Site icon JONATHAN TURLEY

Does This Man Deserve a Tax Break? Blog Triggers Bizarre Debate Over a Law Professor’s Finances Swirls

University of Chicago Professor Todd Henderson has found himself in the curious position of being the focus of a national debate over tax rates — and his family’s finances. The corporate law professor wanted to show that people making more than $250,000 a year are not super rich and indeed can be struggling in this economy like other families. The response to this argument on his blog was fast and furious — leading Henderson to shutdown his blog and decline further commentary.

Henderson is a neighbor of President Obama in Chicago and decided to open up his own finances to show that people in the top tax bracket are not super-rich citizens with large surpluses of money. He wrote “[a] quick look at our family budget, which I will gladly share with the White House, will show him that, like many Americans, we are just getting by despite seeming to be rich.”

He detailed how he and his wife, a doctor, paid $100,000 in federal and state taxes last year and $15,000 in property taxes. He explained that they carry $250,000 in student loans and that they do not have a large amount of excess cash.

You can certainly disagree with his view but the response was vicious and unfortunately all too common for blogs. People deluged the blog and his email with hateful comments. This increased when a business site reportedly estimated the combined income of the Henderson’s at over $400,000.

Henderson complained about an “online lynch mob” that sent messages like “die yuppie scum” and other threats.

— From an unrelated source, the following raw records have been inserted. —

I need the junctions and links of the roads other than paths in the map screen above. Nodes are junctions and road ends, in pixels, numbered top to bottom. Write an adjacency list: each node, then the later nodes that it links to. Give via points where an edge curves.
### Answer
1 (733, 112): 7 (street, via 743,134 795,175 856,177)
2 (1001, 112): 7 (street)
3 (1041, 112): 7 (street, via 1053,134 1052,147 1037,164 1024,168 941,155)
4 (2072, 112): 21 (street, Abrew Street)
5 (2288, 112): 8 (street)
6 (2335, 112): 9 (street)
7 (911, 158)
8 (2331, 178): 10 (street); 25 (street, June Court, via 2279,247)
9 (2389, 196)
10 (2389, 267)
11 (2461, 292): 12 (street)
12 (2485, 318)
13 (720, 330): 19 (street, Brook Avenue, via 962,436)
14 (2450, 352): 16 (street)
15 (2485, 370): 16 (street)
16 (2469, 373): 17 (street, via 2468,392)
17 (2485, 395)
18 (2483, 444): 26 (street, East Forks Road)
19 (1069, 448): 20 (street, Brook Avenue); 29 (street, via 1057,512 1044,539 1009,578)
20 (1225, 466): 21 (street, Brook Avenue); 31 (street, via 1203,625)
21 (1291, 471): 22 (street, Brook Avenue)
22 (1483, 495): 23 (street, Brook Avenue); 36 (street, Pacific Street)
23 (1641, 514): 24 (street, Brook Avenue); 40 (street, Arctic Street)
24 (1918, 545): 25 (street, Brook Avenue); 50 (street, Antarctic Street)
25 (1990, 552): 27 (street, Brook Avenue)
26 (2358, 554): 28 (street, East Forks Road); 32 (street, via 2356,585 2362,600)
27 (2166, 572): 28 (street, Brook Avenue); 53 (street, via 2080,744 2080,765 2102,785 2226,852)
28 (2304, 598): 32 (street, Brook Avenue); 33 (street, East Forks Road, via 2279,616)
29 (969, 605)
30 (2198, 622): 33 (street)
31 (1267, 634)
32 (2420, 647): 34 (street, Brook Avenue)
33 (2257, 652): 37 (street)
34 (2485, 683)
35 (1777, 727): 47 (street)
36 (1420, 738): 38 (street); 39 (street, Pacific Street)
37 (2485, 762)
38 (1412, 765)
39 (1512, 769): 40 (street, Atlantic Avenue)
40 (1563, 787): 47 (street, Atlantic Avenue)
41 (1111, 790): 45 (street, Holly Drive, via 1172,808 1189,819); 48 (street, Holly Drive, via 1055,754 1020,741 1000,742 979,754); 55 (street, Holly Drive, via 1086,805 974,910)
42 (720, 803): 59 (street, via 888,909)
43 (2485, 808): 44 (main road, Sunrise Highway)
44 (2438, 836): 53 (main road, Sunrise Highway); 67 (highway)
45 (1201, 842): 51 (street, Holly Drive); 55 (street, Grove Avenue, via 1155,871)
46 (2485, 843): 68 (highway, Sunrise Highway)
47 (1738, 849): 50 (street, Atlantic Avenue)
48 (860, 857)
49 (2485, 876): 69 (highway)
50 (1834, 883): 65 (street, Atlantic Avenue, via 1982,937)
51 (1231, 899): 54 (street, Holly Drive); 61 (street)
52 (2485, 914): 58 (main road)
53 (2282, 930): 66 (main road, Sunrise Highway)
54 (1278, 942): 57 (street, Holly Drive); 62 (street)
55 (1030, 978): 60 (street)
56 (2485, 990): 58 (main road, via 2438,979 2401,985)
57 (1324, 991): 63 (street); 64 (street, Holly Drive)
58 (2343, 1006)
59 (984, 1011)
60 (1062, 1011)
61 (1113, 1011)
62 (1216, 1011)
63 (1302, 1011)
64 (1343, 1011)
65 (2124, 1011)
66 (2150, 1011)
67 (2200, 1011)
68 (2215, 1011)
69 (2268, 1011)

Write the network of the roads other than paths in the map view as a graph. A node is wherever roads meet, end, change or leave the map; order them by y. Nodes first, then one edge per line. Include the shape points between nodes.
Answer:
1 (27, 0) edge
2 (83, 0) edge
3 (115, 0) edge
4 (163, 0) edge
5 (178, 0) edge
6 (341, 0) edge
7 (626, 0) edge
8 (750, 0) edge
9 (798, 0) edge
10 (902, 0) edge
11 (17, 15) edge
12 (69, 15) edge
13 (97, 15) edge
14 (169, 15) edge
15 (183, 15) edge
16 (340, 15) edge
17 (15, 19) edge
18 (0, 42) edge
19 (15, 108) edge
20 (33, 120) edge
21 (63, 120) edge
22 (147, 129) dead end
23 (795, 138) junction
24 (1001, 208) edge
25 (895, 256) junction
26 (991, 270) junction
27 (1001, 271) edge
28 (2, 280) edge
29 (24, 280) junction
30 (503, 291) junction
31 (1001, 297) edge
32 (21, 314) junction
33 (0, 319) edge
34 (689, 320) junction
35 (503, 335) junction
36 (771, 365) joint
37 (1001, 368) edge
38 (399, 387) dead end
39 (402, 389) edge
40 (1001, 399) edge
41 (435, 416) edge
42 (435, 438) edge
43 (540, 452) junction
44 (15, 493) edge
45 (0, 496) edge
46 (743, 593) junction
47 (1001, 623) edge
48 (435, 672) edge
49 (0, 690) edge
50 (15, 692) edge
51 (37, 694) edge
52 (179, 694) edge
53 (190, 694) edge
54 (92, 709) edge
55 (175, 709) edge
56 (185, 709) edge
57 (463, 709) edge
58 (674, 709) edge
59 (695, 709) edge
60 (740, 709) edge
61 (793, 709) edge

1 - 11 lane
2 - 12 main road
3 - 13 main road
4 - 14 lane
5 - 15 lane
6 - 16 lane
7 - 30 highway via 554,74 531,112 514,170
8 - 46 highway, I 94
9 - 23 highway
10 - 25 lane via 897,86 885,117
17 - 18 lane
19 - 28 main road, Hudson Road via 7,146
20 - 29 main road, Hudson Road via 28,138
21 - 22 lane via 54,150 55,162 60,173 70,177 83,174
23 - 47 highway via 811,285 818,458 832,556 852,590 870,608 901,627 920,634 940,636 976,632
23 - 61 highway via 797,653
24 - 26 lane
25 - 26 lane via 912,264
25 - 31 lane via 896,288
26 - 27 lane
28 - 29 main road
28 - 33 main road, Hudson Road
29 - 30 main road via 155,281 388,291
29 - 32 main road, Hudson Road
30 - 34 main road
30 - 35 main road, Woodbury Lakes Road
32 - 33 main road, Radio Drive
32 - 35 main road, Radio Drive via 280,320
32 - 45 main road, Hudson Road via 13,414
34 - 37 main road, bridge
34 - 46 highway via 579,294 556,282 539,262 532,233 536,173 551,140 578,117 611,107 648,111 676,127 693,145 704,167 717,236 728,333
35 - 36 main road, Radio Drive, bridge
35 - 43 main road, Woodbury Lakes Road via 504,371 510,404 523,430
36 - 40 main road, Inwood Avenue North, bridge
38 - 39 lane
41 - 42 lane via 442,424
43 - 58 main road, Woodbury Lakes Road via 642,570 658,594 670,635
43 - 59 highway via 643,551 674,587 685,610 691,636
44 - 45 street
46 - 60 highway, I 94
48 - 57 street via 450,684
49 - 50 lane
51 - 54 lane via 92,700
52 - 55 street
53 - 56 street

He said “[t]he consequences are devastating for me personally” and shutdown his blog.

I have long complained about the uncivil nature of discourse on blogs. Anonymity seems to unleash mean and petty impulses among some people. One can certainly disagree with Henderson’s view that $250,000 is not the real line of demarcation for the super rich. Many have made this argument and he was not denying that he is well off, but rather that he is not so wealthy as to be set apart with people who are making huge sums of money each year. That brought other academics to the forefront in sharp but civil disagreement. Prof. Bradford DeLong of the University of California at Berkeley insisted that “[b]y any standard they are rich. But they don’t feel rich.”

The problem are those people who want to immediately take the debate into name-calling and threats. I happen to think that the disclosure of his own financial details was offering a new context for this debate whether families making $250,000 or more are worthy of consideration in the tax cut debate. This debate has been maintained on generalities and it is a good idea to look at actual families above this tax line. Perhaps the Hendersons were not the best example, but it was the only example that Henderson could give on his blog.

I hope that Henderson will reconsider and restart his blog — and that people will show a level of civil restraint in participating in this and other debates.